Stored data entries
◆ ◆ ◆ ◆ ◆ ◆ ◆
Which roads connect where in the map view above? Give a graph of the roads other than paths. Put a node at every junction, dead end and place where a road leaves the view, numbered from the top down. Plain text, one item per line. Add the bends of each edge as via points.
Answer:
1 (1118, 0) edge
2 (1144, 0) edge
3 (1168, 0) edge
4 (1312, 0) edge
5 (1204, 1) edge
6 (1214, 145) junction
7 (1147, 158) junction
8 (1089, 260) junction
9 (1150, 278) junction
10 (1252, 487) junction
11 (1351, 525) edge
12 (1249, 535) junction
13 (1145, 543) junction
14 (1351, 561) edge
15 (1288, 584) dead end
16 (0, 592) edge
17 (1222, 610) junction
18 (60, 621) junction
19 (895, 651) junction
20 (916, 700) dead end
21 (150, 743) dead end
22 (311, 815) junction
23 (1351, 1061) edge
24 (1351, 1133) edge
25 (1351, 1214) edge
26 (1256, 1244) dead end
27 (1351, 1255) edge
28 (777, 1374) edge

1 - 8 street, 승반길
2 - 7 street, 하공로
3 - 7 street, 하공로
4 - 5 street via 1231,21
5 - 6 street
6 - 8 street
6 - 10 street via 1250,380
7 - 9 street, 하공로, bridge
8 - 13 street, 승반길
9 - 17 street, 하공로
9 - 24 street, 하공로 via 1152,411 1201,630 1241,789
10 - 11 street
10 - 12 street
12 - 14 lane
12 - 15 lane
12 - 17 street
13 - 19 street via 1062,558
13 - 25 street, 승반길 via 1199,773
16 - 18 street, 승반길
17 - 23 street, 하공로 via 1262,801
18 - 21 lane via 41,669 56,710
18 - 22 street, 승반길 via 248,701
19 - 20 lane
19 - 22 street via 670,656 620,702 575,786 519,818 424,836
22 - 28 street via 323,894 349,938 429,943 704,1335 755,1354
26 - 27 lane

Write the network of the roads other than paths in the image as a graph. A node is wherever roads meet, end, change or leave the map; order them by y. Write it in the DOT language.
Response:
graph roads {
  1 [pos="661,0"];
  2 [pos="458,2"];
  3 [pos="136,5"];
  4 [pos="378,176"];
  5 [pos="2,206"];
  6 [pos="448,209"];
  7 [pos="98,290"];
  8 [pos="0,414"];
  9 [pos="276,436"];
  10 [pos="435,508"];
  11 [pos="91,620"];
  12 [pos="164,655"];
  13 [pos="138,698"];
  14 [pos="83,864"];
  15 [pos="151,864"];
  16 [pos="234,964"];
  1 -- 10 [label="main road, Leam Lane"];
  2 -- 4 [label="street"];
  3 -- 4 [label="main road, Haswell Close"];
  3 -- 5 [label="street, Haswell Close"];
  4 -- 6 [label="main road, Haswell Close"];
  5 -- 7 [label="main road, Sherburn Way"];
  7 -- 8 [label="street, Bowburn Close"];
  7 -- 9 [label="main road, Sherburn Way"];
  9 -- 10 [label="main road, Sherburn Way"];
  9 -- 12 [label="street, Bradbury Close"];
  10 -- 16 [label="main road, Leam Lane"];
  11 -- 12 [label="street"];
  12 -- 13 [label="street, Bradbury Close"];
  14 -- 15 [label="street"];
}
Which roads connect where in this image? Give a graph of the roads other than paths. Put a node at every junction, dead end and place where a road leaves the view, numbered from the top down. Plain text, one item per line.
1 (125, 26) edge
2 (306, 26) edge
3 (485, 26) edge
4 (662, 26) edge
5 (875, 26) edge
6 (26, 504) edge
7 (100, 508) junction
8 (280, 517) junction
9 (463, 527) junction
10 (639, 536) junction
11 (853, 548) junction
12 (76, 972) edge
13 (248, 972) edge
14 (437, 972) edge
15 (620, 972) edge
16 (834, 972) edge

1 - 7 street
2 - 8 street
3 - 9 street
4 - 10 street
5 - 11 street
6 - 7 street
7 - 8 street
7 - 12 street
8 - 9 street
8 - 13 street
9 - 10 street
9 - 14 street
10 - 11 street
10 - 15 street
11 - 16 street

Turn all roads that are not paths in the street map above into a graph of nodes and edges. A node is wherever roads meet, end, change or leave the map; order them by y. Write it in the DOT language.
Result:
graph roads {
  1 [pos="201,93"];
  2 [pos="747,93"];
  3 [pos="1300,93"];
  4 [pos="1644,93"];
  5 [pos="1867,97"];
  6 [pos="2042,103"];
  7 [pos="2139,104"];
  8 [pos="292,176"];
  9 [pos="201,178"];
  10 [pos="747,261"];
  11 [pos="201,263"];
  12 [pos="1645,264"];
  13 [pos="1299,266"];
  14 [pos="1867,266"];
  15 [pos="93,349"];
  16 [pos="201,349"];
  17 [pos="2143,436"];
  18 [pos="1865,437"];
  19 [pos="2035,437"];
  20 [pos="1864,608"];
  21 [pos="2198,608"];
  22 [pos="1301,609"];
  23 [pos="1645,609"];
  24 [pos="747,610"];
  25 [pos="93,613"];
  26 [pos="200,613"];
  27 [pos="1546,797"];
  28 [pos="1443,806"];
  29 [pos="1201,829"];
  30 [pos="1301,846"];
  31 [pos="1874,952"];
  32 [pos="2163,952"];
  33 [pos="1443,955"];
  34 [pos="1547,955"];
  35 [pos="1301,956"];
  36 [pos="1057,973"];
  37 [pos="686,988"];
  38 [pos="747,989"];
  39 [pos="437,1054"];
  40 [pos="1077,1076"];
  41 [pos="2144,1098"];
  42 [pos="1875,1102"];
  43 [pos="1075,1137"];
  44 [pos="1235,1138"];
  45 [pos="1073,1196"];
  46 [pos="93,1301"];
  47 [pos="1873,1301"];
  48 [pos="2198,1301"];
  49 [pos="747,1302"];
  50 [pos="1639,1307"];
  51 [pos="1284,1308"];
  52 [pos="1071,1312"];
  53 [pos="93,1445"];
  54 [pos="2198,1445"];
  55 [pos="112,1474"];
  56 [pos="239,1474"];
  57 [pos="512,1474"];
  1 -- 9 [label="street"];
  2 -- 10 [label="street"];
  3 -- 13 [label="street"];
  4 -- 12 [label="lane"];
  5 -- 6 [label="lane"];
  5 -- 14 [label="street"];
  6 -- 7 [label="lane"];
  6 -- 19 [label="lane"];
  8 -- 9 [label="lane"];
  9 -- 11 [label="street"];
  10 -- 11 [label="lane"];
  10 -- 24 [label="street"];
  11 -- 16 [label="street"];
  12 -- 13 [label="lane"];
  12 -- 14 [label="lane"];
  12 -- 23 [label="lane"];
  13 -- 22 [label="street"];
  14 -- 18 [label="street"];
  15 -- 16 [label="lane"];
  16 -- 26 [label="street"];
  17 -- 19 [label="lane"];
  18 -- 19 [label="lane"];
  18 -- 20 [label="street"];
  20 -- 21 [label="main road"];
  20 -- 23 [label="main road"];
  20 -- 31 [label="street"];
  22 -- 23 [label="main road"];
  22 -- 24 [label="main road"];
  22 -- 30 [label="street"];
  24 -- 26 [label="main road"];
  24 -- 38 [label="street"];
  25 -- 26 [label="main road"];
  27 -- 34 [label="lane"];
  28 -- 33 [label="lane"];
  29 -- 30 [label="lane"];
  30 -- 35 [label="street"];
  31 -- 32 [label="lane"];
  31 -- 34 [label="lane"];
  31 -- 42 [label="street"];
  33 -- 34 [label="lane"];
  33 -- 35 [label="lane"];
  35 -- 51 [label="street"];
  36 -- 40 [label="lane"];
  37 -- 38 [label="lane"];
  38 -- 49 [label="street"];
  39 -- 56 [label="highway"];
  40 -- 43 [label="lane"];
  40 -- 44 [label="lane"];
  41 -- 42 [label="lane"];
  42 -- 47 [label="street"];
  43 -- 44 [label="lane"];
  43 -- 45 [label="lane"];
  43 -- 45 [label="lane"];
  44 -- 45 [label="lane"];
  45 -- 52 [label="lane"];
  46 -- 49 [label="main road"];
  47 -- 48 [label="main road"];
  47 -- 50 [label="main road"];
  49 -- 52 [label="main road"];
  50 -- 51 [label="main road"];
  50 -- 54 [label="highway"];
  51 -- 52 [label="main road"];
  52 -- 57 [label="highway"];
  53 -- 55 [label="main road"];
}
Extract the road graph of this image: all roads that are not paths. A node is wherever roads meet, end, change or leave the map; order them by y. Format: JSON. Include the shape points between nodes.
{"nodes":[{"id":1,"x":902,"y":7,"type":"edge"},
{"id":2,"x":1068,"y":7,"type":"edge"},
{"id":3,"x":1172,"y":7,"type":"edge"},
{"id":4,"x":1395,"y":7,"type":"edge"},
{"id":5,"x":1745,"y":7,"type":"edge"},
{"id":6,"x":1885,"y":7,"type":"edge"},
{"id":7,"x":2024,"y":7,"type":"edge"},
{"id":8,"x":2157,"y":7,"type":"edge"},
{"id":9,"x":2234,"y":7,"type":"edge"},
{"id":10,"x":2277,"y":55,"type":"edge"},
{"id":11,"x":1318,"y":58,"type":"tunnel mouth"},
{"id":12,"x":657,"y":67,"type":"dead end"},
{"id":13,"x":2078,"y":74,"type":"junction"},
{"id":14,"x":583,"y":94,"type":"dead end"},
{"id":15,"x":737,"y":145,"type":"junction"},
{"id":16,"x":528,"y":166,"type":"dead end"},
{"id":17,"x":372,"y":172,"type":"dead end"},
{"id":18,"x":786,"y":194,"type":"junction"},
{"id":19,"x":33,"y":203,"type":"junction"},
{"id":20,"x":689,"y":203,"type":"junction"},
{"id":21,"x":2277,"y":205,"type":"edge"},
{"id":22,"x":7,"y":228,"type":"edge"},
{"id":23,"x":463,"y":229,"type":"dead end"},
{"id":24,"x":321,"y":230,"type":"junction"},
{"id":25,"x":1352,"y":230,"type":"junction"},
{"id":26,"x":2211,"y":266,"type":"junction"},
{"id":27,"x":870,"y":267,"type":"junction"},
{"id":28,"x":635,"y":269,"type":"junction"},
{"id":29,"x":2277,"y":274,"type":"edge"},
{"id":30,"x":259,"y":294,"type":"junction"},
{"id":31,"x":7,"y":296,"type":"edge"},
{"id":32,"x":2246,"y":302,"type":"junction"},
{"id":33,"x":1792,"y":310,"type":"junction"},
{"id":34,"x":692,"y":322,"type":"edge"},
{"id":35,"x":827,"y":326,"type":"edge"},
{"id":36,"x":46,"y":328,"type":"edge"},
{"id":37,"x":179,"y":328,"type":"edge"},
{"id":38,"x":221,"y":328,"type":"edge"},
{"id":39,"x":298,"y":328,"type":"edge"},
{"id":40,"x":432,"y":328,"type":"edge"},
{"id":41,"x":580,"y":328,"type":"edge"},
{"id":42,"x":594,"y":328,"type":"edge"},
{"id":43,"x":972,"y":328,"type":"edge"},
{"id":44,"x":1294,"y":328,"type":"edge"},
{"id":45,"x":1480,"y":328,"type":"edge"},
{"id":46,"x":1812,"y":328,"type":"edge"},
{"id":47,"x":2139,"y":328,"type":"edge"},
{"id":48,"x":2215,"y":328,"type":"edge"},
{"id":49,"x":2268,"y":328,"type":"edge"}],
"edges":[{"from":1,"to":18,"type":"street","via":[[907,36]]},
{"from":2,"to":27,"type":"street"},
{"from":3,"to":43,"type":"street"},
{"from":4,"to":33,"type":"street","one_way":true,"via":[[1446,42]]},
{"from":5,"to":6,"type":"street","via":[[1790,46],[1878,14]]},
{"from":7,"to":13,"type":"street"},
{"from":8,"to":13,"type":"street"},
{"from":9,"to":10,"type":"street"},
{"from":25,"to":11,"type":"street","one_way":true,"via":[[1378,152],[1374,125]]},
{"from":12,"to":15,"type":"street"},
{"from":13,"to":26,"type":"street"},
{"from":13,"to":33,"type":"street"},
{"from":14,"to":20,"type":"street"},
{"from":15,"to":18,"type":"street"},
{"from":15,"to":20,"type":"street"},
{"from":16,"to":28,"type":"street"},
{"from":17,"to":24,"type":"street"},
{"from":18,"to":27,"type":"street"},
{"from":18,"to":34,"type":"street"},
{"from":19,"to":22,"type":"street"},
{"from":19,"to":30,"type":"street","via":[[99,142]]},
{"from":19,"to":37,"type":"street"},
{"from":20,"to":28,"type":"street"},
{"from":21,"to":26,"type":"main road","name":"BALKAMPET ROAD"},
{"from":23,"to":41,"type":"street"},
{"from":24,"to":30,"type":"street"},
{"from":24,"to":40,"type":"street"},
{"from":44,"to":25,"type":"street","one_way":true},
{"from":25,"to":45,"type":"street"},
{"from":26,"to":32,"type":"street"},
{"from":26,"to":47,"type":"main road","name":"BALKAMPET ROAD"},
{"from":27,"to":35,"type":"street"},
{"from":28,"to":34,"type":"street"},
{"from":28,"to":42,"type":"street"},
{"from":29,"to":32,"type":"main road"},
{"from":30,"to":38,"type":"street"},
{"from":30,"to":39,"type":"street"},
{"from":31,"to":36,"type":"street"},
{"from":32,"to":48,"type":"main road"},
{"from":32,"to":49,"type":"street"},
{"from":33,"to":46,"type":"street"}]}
◆ ◆ ◆ ◆ ◆ ◆ ◆
TASK
Within the entries, find all lines that contain "name" and copy each one.

EXERCISE OUTPUT
{"from":21,"to":26,"type":"main road","name":"BALKAMPET ROAD"},
{"from":26,"to":47,"type":"main road","name":"BALKAMPET ROAD"},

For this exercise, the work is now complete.